La Royal Navy no estaba convencida con los experimentos de Lind, pero James Cook sí lo estaba. Cargó en su barco una gran cantidad de chucrut y ordenó a sus marineros que comieran fruta fresca y hortalizas en abundancia cada vez que la expedición tocara tierra. Cook no perdió ni un solo marinero por causa del escorbuto. En las décadas que siguieron, todas las armadas del mundo adoptaron la dieta náutica de Cook, y se salvaron las vidas de numerosos marineros y pasajeros.[1]

Sin embargo, la expedición de Cook tuvo otro resultado, mucho menos benigno. Cook no solo era un marino y geógrafo experimentado, sino también un oficial naval. La Royal Society financió una gran parte de los gastos de la expedición, pero el barco lo había proporcionado la Royal Navy. La armada también contribuyó con 85 marinos y marines bien armados, y equipó el buque con artillería, mosquetes, pólvora y otro armamento. Gran parte de la información reunida por la expedición (en particular los datos astronómicos, geográficos, meteorológicos y antropológicos) eran de un valor político y militar evidente. El descubrimiento de un tratamiento efectivo para el escorbuto contribuyó en gran medida al control británico de los océanos del mundo y a su capacidad de enviar ejércitos al otro extremo del planeta. Cook reclamó para Gran Bretaña muchas de las islas y tierras que «descubrió», en especial Australia. La expedición de Cook sentó las bases de la ocupación británica del océano Pacífico sudoccidental; de la conquista de Australia, Tasmania y Nueva Zelanda; de la instalación de millones de europeos en las nuevas colonias; y del exterminio de sus culturas nativas y de la mayor parte de sus poblaciones autóctonas.[2]

En el siglo que siguió a la expedición de Cook, las tierras más fértiles de Australia y Nueva Zelanda fueron arrebatadas a sus habitantes por los colonos europeos. La población nativa se redujo en hasta un 90 por ciento y los supervivientes fueron sometidos a un duro régimen de opresión racial. Para los aborígenes de Australia y los maoríes de Nueva Zelanda, la expedición de Cook fue el principio de una catástrofe de la que jamás se han recuperado.

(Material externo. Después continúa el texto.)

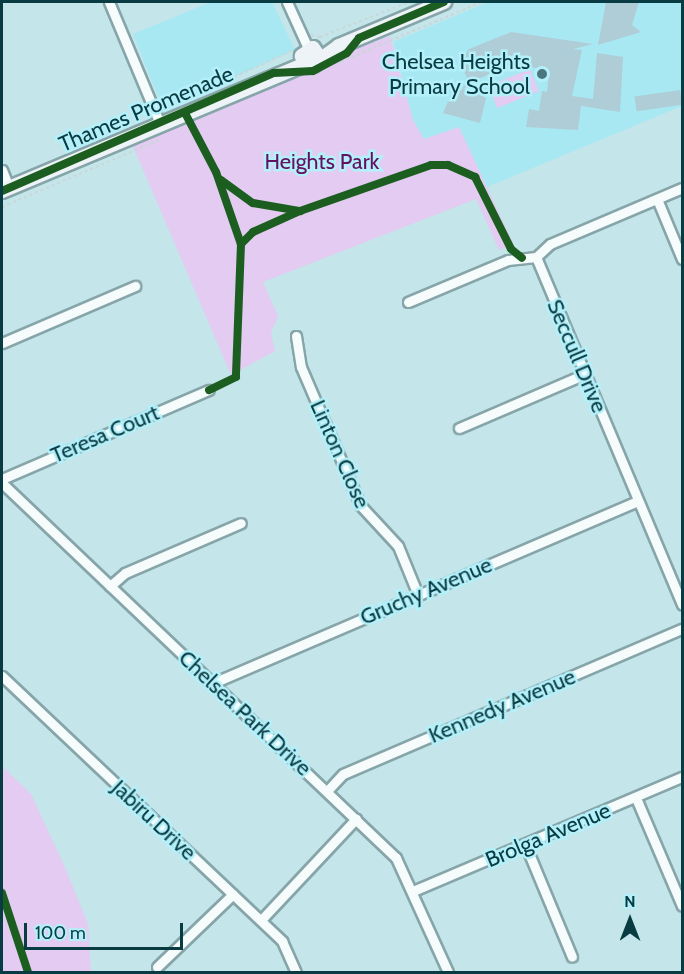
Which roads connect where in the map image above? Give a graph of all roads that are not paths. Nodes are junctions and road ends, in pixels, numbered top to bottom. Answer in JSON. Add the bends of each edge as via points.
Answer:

Un destino todavía peor corrieron los nativos de Tasmania. Después de haber sobrevivido durante 10.000 años en un aislamiento espléndido, fueron completamente aniquilados, hasta el último hombre, mujer y niño, al cabo de un siglo de la llegada de Cook. Los colonos europeos los expulsaron primero de las partes más ricas de la isla, y después, codiciando incluso las tierras salvajes que quedaban, los cazaron y los asesinaron de manera sistemática. Los pocos supervivientes fueron acosados con perros y conducidos a un campo de concentración evangélico, donde misioneros bienintencionados pero no particularmente razonables intentaron adoctrinarlos en las costumbres del mundo moderno. A los tasmanos se les instruyó en la lectura y la escritura, el cristianismo y varias «habilidades productivas», como coser ropa y labrar el campo. Pero se negaron a aprender. Se tornaron todavía más melancólicos, dejaron de tener hijos, perdieron todo interés por la vida y, finalmente, eligieron el único camino para huir del mundo moderno de la ciencia y el progreso: la muerte.

¡Qué lástima!, la ciencia y el progreso los persiguió incluso en la otra vida. Antropólogos y conservadores, en nombre de la ciencia, se apoderaron de los cadáveres de los últimos tasmanos. Fueron disecados, pesados y medidos, y analizados en artículos sabios. Después, cráneos y esqueletos fueron exhibidos en museos y colecciones antropológicas. No fue hasta 1976 que el Museo Tasmano aceptó enterrar el esqueleto de Truganini, la última tasmana nativa, que había muerto cien años antes. El Real Colegio Inglés de Cirujanos conservó muestras de su piel y pelo hasta 2002.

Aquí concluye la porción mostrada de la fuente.